§ AIM OF THE TASK: A verbatim transcript of the data below is required, images omitted.

§ Saved entries:
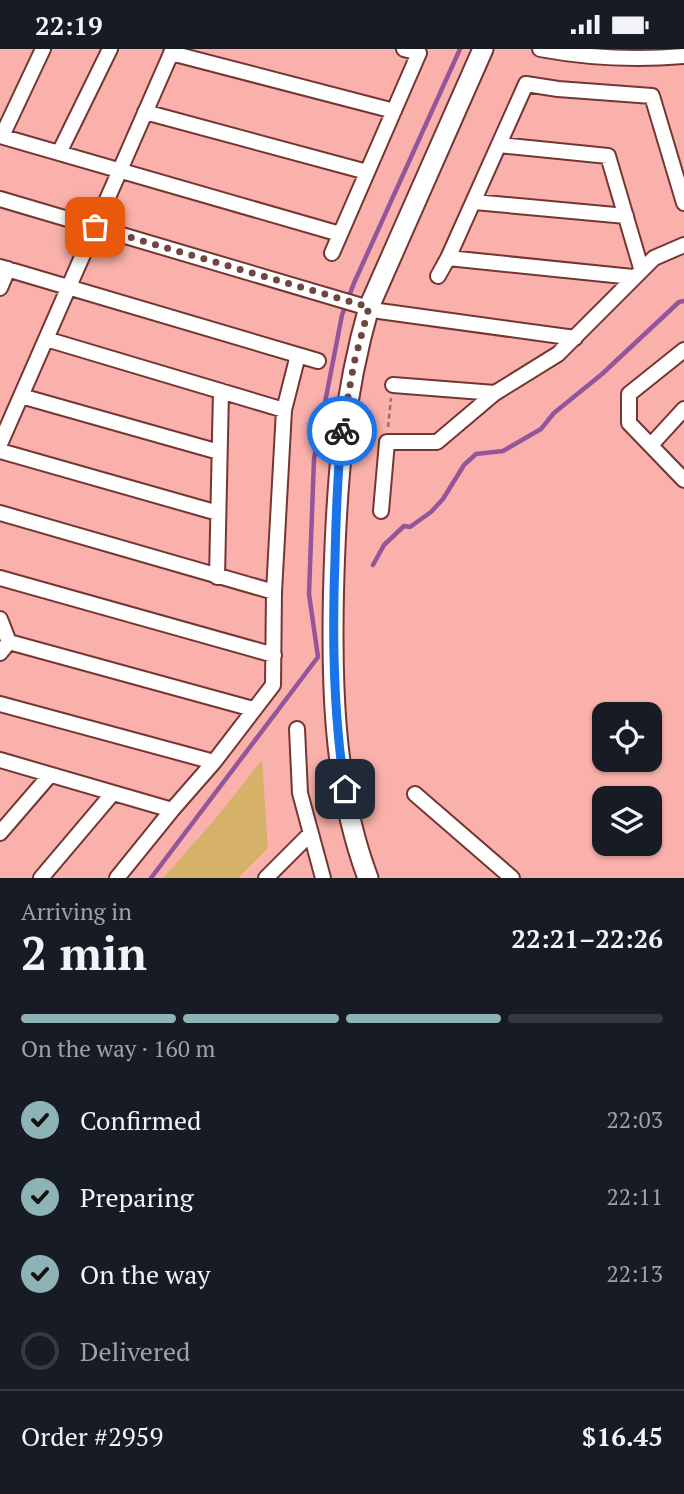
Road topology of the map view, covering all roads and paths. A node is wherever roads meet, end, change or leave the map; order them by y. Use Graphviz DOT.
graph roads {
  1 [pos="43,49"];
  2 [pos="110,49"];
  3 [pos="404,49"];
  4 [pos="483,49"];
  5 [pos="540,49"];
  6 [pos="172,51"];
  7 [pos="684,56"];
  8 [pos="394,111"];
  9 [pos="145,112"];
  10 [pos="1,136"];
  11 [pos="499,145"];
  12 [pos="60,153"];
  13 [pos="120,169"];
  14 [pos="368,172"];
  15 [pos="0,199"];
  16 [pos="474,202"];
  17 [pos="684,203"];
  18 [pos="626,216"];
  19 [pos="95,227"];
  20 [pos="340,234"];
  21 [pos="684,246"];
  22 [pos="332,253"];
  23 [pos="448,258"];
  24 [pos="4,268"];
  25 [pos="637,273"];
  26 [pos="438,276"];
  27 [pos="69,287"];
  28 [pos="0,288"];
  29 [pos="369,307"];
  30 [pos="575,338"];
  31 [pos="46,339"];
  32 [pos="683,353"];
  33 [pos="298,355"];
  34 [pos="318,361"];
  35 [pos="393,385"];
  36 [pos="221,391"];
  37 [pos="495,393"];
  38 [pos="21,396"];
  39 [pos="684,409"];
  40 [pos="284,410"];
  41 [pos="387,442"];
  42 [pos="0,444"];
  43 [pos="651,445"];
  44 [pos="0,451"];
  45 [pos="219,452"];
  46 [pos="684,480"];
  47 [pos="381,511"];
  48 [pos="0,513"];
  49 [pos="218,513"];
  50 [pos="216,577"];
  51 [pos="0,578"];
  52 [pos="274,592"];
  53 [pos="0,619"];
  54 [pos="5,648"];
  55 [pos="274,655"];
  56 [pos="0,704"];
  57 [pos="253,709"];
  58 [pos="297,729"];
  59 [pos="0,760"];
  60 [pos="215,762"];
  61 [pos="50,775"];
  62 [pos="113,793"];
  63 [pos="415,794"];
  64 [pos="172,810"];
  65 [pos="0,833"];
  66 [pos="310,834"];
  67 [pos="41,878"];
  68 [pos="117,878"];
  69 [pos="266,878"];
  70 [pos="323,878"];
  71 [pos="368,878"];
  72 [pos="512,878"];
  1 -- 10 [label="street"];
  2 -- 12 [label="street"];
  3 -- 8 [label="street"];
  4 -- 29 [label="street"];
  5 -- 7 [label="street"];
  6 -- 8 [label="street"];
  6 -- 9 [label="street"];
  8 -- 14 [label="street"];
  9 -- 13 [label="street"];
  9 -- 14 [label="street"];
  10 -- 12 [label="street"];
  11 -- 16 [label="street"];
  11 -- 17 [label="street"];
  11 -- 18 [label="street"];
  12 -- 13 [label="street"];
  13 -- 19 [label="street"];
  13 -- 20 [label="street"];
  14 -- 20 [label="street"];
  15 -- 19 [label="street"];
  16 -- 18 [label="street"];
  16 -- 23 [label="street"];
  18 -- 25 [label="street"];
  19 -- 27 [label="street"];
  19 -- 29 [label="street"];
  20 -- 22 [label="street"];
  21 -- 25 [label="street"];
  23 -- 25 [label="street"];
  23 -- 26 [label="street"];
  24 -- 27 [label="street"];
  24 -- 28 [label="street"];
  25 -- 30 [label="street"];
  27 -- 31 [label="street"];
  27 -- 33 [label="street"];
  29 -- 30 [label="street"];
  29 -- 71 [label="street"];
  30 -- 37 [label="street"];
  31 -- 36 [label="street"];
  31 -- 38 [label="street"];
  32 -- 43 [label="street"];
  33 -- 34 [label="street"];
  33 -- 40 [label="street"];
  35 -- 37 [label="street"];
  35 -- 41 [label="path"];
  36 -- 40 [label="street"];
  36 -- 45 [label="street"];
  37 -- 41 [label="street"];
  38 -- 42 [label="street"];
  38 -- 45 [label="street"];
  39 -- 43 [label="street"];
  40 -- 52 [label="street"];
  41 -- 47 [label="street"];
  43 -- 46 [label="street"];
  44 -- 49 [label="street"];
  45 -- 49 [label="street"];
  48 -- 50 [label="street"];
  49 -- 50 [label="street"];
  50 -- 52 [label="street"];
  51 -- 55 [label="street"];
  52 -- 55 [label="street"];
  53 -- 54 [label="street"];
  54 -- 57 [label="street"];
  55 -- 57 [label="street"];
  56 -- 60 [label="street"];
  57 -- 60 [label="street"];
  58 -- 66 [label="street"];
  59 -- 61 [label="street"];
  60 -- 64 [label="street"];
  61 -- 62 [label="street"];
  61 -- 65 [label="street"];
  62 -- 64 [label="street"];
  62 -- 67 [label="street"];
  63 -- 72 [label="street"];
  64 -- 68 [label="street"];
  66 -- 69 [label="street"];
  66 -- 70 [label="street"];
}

§ SOLUTION FOR THIS EXERCISE:
Road topology of the map view, covering all roads and paths. A node is wherever roads meet, end, change or leave the map; order them by y. Use Graphviz DOT.
graph roads {
  1 [pos="43,49"];
  2 [pos="110,49"];
  3 [pos="404,49"];
  4 [pos="483,49"];
  5 [pos="540,49"];
  6 [pos="172,51"];
  7 [pos="684,56"];
  8 [pos="394,111"];
  9 [pos="145,112"];
  10 [pos="1,136"];
  11 [pos="499,145"];
  12 [pos="60,153"];
  13 [pos="120,169"];
  14 [pos="368,172"];
  15 [pos="0,199"];
  16 [pos="474,202"];
  17 [pos="684,203"];
  18 [pos="626,216"];
  19 [pos="95,227"];
  20 [pos="340,234"];
  21 [pos="684,246"];
  22 [pos="332,253"];
  23 [pos="448,258"];
  24 [pos="4,268"];
  25 [pos="637,273"];
  26 [pos="438,276"];
  27 [pos="69,287"];
  28 [pos="0,288"];
  29 [pos="369,307"];
  30 [pos="575,338"];
  31 [pos="46,339"];
  32 [pos="683,353"];
  33 [pos="298,355"];
  34 [pos="318,361"];
  35 [pos="393,385"];
  36 [pos="221,391"];
  37 [pos="495,393"];
  38 [pos="21,396"];
  39 [pos="684,409"];
  40 [pos="284,410"];
  41 [pos="387,442"];
  42 [pos="0,444"];
  43 [pos="651,445"];
  44 [pos="0,451"];
  45 [pos="219,452"];
  46 [pos="684,480"];
  47 [pos="381,511"];
  48 [pos="0,513"];
  49 [pos="218,513"];
  50 [pos="216,577"];
  51 [pos="0,578"];
  52 [pos="274,592"];
  53 [pos="0,619"];
  54 [pos="5,648"];
  55 [pos="274,655"];
  56 [pos="0,704"];
  57 [pos="253,709"];
  58 [pos="297,729"];
  59 [pos="0,760"];
  60 [pos="215,762"];
  61 [pos="50,775"];
  62 [pos="113,793"];
  63 [pos="415,794"];
  64 [pos="172,810"];
  65 [pos="0,833"];
  66 [pos="310,834"];
  67 [pos="41,878"];
  68 [pos="117,878"];
  69 [pos="266,878"];
  70 [pos="323,878"];
  71 [pos="368,878"];
  72 [pos="512,878"];
  1 -- 10 [label="street"];
  2 -- 12 [label="street"];
  3 -- 8 [label="street"];
  4 -- 29 [label="street"];
  5 -- 7 [label="street"];
  6 -- 8 [label="street"];
  6 -- 9 [label="street"];
  8 -- 14 [label="street"];
  9 -- 13 [label="street"];
  9 -- 14 [label="street"];
  10 -- 12 [label="street"];
  11 -- 16 [label="street"];
  11 -- 17 [label="street"];
  11 -- 18 [label="street"];
  12 -- 13 [label="street"];
  13 -- 19 [label="street"];
  13 -- 20 [label="street"];
  14 -- 20 [label="street"];
  15 -- 19 [label="street"];
  16 -- 18 [label="street"];
  16 -- 23 [label="street"];
  18 -- 25 [label="street"];
  19 -- 27 [label="street"];
  19 -- 29 [label="street"];
  20 -- 22 [label="street"];
  21 -- 25 [label="street"];
  23 -- 25 [label="street"];
  23 -- 26 [label="street"];
  24 -- 27 [label="street"];
  24 -- 28 [label="street"];
  25 -- 30 [label="street"];
  27 -- 31 [label="street"];
  27 -- 33 [label="street"];
  29 -- 30 [label="street"];
  29 -- 71 [label="street"];
  30 -- 37 [label="street"];
  31 -- 36 [label="street"];
  31 -- 38 [label="street"];
  32 -- 43 [label="street"];
  33 -- 34 [label="street"];
  33 -- 40 [label="street"];
  35 -- 37 [label="street"];
  35 -- 41 [label="path"];
  36 -- 40 [label="street"];
  36 -- 45 [label="street"];
  37 -- 41 [label="street"];
  38 -- 42 [label="street"];
  38 -- 45 [label="street"];
  39 -- 43 [label="street"];
  40 -- 52 [label="street"];
  41 -- 47 [label="street"];
  43 -- 46 [label="street"];
  44 -- 49 [label="street"];
  45 -- 49 [label="street"];
  48 -- 50 [label="street"];
  49 -- 50 [label="street"];
  50 -- 52 [label="street"];
  51 -- 55 [label="street"];
  52 -- 55 [label="street"];
  53 -- 54 [label="street"];
  54 -- 57 [label="street"];
  55 -- 57 [label="street"];
  56 -- 60 [label="street"];
  57 -- 60 [label="street"];
  58 -- 66 [label="street"];
  59 -- 61 [label="street"];
  60 -- 64 [label="street"];
  61 -- 62 [label="street"];
  61 -- 65 [label="street"];
  62 -- 64 [label="street"];
  62 -- 67 [label="street"];
  63 -- 72 [label="street"];
  64 -- 68 [label="street"];
  66 -- 69 [label="street"];
  66 -- 70 [label="street"];
}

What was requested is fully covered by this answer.